REQUIREMENT: Wherever the string "street" turns up in the data, copy the whole line.

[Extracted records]
○ ○ ○ ○
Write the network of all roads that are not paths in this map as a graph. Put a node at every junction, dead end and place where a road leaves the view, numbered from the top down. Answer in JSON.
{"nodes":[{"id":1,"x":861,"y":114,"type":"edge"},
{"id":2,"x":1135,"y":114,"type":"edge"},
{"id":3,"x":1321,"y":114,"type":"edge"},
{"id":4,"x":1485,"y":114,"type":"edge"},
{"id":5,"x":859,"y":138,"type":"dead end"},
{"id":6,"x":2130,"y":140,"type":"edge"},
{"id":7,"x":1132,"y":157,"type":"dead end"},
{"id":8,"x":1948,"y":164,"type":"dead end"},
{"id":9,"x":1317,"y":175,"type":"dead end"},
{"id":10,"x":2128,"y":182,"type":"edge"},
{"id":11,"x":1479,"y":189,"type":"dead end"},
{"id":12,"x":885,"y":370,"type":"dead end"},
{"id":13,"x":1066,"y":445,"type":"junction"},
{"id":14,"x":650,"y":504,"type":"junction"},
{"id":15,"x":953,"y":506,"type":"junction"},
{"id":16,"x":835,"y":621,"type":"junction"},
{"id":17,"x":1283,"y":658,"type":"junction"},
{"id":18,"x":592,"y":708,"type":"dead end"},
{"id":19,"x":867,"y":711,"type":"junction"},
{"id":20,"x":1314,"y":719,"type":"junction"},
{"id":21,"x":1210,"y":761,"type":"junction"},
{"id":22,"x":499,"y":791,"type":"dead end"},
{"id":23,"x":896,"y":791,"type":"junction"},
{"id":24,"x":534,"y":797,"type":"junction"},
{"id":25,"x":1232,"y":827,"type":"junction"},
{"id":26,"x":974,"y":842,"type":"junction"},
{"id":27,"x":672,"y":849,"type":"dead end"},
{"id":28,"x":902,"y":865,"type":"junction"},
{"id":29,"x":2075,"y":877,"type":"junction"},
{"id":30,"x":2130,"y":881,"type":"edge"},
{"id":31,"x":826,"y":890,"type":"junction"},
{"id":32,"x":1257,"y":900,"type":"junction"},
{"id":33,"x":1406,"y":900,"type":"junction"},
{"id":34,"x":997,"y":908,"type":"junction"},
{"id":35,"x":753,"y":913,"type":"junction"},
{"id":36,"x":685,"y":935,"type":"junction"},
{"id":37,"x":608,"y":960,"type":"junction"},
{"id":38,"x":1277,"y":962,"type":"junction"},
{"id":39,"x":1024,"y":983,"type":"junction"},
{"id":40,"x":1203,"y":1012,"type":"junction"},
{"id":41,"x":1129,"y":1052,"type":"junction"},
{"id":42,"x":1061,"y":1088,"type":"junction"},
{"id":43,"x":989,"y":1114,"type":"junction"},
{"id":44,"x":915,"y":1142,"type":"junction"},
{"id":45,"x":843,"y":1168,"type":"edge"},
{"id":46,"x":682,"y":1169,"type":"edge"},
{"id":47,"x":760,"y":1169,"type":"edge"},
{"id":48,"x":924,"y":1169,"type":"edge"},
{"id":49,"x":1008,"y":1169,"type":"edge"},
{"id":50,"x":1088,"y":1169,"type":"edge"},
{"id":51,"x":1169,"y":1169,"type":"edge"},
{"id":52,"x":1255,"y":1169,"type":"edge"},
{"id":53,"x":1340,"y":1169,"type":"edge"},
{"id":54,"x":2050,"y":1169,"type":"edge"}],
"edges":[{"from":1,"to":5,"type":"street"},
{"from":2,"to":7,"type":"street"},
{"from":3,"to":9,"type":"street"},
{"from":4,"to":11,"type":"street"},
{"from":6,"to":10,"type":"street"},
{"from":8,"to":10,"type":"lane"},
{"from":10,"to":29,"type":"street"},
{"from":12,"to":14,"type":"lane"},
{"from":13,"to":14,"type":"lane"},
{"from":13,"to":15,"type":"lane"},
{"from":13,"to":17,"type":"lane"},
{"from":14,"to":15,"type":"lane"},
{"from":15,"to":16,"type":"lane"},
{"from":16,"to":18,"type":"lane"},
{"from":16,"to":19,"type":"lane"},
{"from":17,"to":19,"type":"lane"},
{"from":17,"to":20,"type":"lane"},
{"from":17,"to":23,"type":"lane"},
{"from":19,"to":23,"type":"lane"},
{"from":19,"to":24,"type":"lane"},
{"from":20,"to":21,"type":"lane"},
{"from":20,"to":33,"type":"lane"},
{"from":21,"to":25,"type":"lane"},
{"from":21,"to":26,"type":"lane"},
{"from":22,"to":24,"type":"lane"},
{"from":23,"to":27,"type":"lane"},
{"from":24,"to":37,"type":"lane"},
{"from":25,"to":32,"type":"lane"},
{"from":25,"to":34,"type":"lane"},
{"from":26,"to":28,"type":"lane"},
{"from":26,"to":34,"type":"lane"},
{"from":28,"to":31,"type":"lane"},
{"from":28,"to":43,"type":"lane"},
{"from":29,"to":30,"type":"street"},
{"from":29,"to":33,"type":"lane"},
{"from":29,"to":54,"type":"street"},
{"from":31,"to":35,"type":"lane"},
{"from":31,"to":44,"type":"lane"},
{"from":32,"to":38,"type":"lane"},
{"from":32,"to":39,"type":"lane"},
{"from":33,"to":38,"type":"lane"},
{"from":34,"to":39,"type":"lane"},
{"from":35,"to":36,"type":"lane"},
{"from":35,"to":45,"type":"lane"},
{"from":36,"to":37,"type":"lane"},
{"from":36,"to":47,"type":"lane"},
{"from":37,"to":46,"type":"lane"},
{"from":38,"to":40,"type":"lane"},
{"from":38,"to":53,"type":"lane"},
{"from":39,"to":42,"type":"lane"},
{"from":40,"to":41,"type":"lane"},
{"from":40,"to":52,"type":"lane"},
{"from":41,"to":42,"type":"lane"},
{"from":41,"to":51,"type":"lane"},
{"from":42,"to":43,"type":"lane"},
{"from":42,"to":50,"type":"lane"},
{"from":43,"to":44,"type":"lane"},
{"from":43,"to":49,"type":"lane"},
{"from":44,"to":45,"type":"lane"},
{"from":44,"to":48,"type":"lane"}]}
○ ○ ○ ○
PROBLEM SOLUTION:
"edges":[{"from":1,"to":5,"type":"street"},
{"from":2,"to":7,"type":"street"},
{"from":3,"to":9,"type":"street"},
{"from":4,"to":11,"type":"street"},
{"from":6,"to":10,"type":"street"},
{"from":10,"to":29,"type":"street"},
{"from":29,"to":30,"type":"street"},
{"from":29,"to":54,"type":"street"},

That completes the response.